What you should do
With no omissions, write out every record given below.

### Records for processing

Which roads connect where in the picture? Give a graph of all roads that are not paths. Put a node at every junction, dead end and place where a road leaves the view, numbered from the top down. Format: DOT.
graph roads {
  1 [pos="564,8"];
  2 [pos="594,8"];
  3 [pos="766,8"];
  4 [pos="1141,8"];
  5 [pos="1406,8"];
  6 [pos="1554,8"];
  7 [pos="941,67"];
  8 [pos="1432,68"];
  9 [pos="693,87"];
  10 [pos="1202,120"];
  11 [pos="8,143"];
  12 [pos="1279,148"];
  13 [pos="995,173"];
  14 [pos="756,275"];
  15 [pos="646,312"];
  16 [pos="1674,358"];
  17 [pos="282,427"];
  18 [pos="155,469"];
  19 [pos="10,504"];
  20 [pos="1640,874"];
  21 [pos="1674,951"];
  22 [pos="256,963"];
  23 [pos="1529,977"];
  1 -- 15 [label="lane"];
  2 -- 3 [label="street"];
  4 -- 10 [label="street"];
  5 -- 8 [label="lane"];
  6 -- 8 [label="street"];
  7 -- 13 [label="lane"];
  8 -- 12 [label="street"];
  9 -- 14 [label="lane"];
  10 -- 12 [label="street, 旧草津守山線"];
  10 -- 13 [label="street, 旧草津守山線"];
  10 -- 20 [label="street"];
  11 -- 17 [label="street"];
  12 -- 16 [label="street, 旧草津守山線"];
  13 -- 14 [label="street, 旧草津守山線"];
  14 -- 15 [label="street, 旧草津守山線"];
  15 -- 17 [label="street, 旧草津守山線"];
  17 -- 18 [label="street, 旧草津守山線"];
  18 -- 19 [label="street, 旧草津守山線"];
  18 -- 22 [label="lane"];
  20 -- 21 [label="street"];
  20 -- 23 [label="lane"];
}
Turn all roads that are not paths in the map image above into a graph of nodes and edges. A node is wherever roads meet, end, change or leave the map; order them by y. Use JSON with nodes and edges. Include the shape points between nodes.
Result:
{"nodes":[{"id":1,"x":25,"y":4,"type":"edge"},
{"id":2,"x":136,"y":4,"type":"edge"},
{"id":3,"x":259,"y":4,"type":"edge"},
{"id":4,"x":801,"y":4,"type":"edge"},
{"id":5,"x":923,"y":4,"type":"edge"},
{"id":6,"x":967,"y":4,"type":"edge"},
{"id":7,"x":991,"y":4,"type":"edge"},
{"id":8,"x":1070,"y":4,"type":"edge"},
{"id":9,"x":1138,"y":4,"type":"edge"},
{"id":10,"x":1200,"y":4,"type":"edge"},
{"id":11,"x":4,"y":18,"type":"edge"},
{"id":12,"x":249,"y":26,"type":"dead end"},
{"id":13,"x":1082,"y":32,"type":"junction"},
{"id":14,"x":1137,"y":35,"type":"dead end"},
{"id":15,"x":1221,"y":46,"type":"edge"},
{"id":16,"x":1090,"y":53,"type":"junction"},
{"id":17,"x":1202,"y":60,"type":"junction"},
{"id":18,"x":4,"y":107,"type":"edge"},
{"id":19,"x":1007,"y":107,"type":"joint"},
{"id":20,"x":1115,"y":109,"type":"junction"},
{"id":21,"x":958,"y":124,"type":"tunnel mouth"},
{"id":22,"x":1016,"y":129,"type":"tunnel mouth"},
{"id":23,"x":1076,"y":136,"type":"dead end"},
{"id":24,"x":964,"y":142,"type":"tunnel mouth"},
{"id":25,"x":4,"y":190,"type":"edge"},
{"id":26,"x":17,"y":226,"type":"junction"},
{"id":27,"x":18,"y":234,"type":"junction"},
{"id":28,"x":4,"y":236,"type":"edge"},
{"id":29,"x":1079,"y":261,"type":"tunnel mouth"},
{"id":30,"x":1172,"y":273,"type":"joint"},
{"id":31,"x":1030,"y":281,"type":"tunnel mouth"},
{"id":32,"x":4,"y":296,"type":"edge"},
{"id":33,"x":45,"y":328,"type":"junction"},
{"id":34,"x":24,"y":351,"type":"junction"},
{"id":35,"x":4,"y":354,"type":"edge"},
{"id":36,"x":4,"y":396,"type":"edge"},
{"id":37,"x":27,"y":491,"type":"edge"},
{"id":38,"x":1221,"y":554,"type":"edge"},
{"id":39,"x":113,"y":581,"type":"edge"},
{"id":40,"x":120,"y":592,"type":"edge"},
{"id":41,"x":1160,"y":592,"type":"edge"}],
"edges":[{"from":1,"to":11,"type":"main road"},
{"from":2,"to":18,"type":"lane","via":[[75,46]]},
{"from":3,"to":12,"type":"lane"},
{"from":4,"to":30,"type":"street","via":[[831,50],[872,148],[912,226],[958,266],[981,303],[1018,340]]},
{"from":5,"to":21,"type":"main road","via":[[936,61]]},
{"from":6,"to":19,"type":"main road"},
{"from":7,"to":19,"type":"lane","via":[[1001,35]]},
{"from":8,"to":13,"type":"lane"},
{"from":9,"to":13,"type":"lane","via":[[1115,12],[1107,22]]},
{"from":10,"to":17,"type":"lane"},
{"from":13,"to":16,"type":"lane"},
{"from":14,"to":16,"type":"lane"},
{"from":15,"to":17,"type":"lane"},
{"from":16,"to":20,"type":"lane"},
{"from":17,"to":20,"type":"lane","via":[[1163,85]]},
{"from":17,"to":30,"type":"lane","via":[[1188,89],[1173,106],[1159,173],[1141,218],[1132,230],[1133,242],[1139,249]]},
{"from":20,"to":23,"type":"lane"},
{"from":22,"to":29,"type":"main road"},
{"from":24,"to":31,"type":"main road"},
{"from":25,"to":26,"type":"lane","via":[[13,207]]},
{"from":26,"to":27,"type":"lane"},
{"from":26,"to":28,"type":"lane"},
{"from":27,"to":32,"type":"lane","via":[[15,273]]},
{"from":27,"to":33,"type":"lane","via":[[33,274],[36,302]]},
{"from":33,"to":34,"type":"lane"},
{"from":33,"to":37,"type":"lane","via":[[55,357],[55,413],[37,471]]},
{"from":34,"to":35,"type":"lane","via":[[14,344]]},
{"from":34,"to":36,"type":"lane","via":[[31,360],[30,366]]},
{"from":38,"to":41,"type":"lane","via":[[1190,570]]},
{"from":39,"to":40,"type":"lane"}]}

######

Output of the exercise
Which roads connect where in the picture? Give a graph of all roads that are not paths. Put a node at every junction, dead end and place where a road leaves the view, numbered from the top down. Format: DOT.
graph roads {
  1 [pos="564,8"];
  2 [pos="594,8"];
  3 [pos="766,8"];
  4 [pos="1141,8"];
  5 [pos="1406,8"];
  6 [pos="1554,8"];
  7 [pos="941,67"];
  8 [pos="1432,68"];
  9 [pos="693,87"];
  10 [pos="1202,120"];
  11 [pos="8,143"];
  12 [pos="1279,148"];
  13 [pos="995,173"];
  14 [pos="756,275"];
  15 [pos="646,312"];
  16 [pos="1674,358"];
  17 [pos="282,427"];
  18 [pos="155,469"];
  19 [pos="10,504"];
  20 [pos="1640,874"];
  21 [pos="1674,951"];
  22 [pos="256,963"];
  23 [pos="1529,977"];
  1 -- 15 [label="lane"];
  2 -- 3 [label="street"];
  4 -- 10 [label="street"];
  5 -- 8 [label="lane"];
  6 -- 8 [label="street"];
  7 -- 13 [label="lane"];
  8 -- 12 [label="street"];
  9 -- 14 [label="lane"];
  10 -- 12 [label="street, 旧草津守山線"];
  10 -- 13 [label="street, 旧草津守山線"];
  10 -- 20 [label="street"];
  11 -- 17 [label="street"];
  12 -- 16 [label="street, 旧草津守山線"];
  13 -- 14 [label="street, 旧草津守山線"];
  14 -- 15 [label="street, 旧草津守山線"];
  15 -- 17 [label="street, 旧草津守山線"];
  17 -- 18 [label="street, 旧草津守山線"];
  18 -- 19 [label="street, 旧草津守山線"];
  18 -- 22 [label="lane"];
  20 -- 21 [label="street"];
  20 -- 23 [label="lane"];
}
Turn all roads that are not paths in the map image above into a graph of nodes and edges. A node is wherever roads meet, end, change or leave the map; order them by y. Use JSON with nodes and edges. Include the shape points between nodes.
Result:
{"nodes":[{"id":1,"x":25,"y":4,"type":"edge"},
{"id":2,"x":136,"y":4,"type":"edge"},
{"id":3,"x":259,"y":4,"type":"edge"},
{"id":4,"x":801,"y":4,"type":"edge"},
{"id":5,"x":923,"y":4,"type":"edge"},
{"id":6,"x":967,"y":4,"type":"edge"},
{"id":7,"x":991,"y":4,"type":"edge"},
{"id":8,"x":1070,"y":4,"type":"edge"},
{"id":9,"x":1138,"y":4,"type":"edge"},
{"id":10,"x":1200,"y":4,"type":"edge"},
{"id":11,"x":4,"y":18,"type":"edge"},
{"id":12,"x":249,"y":26,"type":"dead end"},
{"id":13,"x":1082,"y":32,"type":"junction"},
{"id":14,"x":1137,"y":35,"type":"dead end"},
{"id":15,"x":1221,"y":46,"type":"edge"},
{"id":16,"x":1090,"y":53,"type":"junction"},
{"id":17,"x":1202,"y":60,"type":"junction"},
{"id":18,"x":4,"y":107,"type":"edge"},
{"id":19,"x":1007,"y":107,"type":"joint"},
{"id":20,"x":1115,"y":109,"type":"junction"},
{"id":21,"x":958,"y":124,"type":"tunnel mouth"},
{"id":22,"x":1016,"y":129,"type":"tunnel mouth"},
{"id":23,"x":1076,"y":136,"type":"dead end"},
{"id":24,"x":964,"y":142,"type":"tunnel mouth"},
{"id":25,"x":4,"y":190,"type":"edge"},
{"id":26,"x":17,"y":226,"type":"junction"},
{"id":27,"x":18,"y":234,"type":"junction"},
{"id":28,"x":4,"y":236,"type":"edge"},
{"id":29,"x":1079,"y":261,"type":"tunnel mouth"},
{"id":30,"x":1172,"y":273,"type":"joint"},
{"id":31,"x":1030,"y":281,"type":"tunnel mouth"},
{"id":32,"x":4,"y":296,"type":"edge"},
{"id":33,"x":45,"y":328,"type":"junction"},
{"id":34,"x":24,"y":351,"type":"junction"},
{"id":35,"x":4,"y":354,"type":"edge"},
{"id":36,"x":4,"y":396,"type":"edge"},
{"id":37,"x":27,"y":491,"type":"edge"},
{"id":38,"x":1221,"y":554,"type":"edge"},
{"id":39,"x":113,"y":581,"type":"edge"},
{"id":40,"x":120,"y":592,"type":"edge"},
{"id":41,"x":1160,"y":592,"type":"edge"}],
"edges":[{"from":1,"to":11,"type":"main road"},
{"from":2,"to":18,"type":"lane","via":[[75,46]]},
{"from":3,"to":12,"type":"lane"},
{"from":4,"to":30,"type":"street","via":[[831,50],[872,148],[912,226],[958,266],[981,303],[1018,340]]},
{"from":5,"to":21,"type":"main road","via":[[936,61]]},
{"from":6,"to":19,"type":"main road"},
{"from":7,"to":19,"type":"lane","via":[[1001,35]]},
{"from":8,"to":13,"type":"lane"},
{"from":9,"to":13,"type":"lane","via":[[1115,12],[1107,22]]},
{"from":10,"to":17,"type":"lane"},
{"from":13,"to":16,"type":"lane"},
{"from":14,"to":16,"type":"lane"},
{"from":15,"to":17,"type":"lane"},
{"from":16,"to":20,"type":"lane"},
{"from":17,"to":20,"type":"lane","via":[[1163,85]]},
{"from":17,"to":30,"type":"lane","via":[[1188,89],[1173,106],[1159,173],[1141,218],[1132,230],[1133,242],[1139,249]]},
{"from":20,"to":23,"type":"lane"},
{"from":22,"to":29,"type":"main road"},
{"from":24,"to":31,"type":"main road"},
{"from":25,"to":26,"type":"lane","via":[[13,207]]},
{"from":26,"to":27,"type":"lane"},
{"from":26,"to":28,"type":"lane"},
{"from":27,"to":32,"type":"lane","via":[[15,273]]},
{"from":27,"to":33,"type":"lane","via":[[33,274],[36,302]]},
{"from":33,"to":34,"type":"lane"},
{"from":33,"to":37,"type":"lane","via":[[55,357],[55,413],[37,471]]},
{"from":34,"to":35,"type":"lane","via":[[14,344]]},
{"from":34,"to":36,"type":"lane","via":[[31,360],[30,366]]},
{"from":38,"to":41,"type":"lane","via":[[1190,570]]},
{"from":39,"to":40,"type":"lane"}]}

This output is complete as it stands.